Emergency     work     to     protect     the     structure     was     undertaken immediately   whilst   suitable   builders   were   sought   and   engaged   to carry    out    a    more    permanent    solution.    Eventually Adam   Knight   Construction   were   contracted   to   do   the work.   Rotten   door   and   window   lintels   were   renewed.
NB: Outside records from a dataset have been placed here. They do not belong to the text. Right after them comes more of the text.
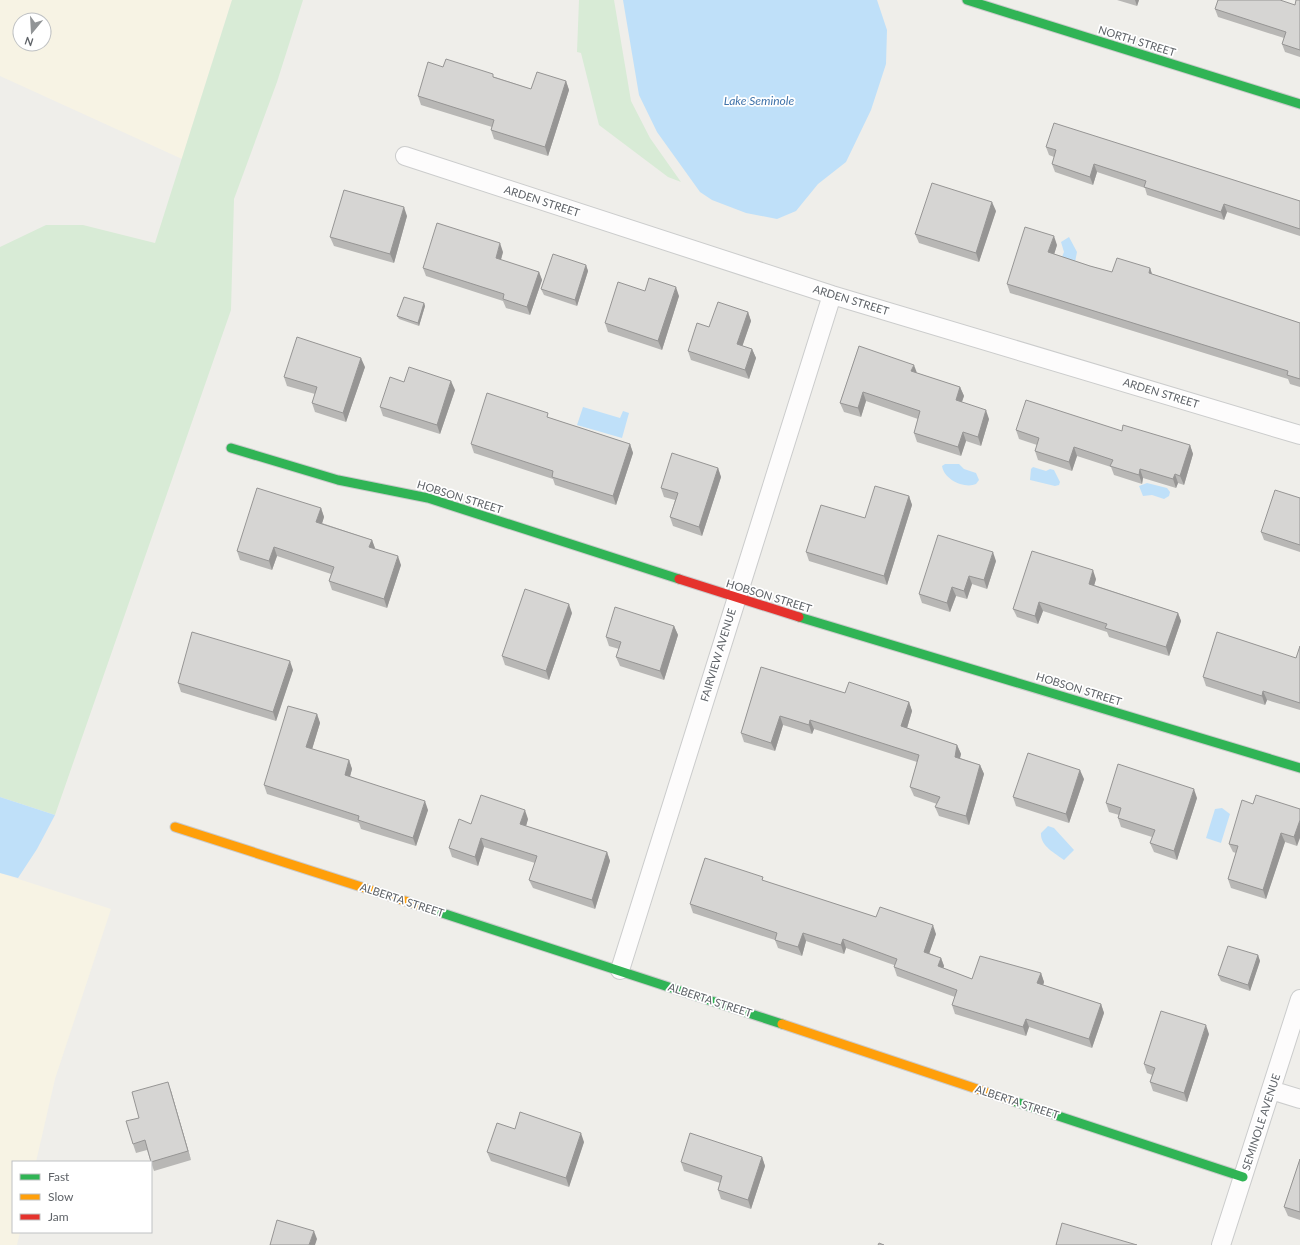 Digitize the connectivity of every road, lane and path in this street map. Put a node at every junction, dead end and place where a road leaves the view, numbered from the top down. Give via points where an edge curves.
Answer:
1 (967, 0) edge
2 (1300, 104) edge
3 (405, 156) dead end
4 (832, 295) junction
5 (1300, 435) edge
6 (231, 448) dead end
7 (736, 598) junction
8 (1300, 768) edge
9 (175, 827) dead end
10 (620, 970) junction
11 (1300, 999) edge
12 (1271, 1090) junction
13 (1300, 1099) edge
14 (1243, 1177) junction
15 (1221, 1245) edge

1 - 2 street, NORTH STREET
3 - 4 street, ARDEN STREET
4 - 5 street, ARDEN STREET
4 - 7 street, FAIRVIEW AVENUE
6 - 7 street, HOBSON STREET via 338,480 428,498
7 - 8 street, HOBSON STREET
7 - 10 street, FAIRVIEW AVENUE
9 - 10 street, ALBERTA STREET
10 - 14 street, ALBERTA STREET
11 - 12 street, SEMINOLE AVENUE
12 - 13 street
12 - 14 street, SEMINOLE AVENUE
14 - 15 street, SEMINOLE AVENUE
Steel   beams   replaced   the   rotten   timber   ones   holding up   the   first   and   second   floors.   The   window   apertures were    sealed    up    and    new    double    entrance    doors hung.   Repairs   were   carried   out   to   the   upper   courses of   brickwork   and   a   temporary   roof   fitted   to   complete the   weatherproofing   of   the   structure.   We   also   laid   on electricity   supplies   for   future   use.   Finally   we   stood back   to   admire   the   transformation   that   had   taken   place.   The   mill looked cared for again and our enthusiasm rose to new heights.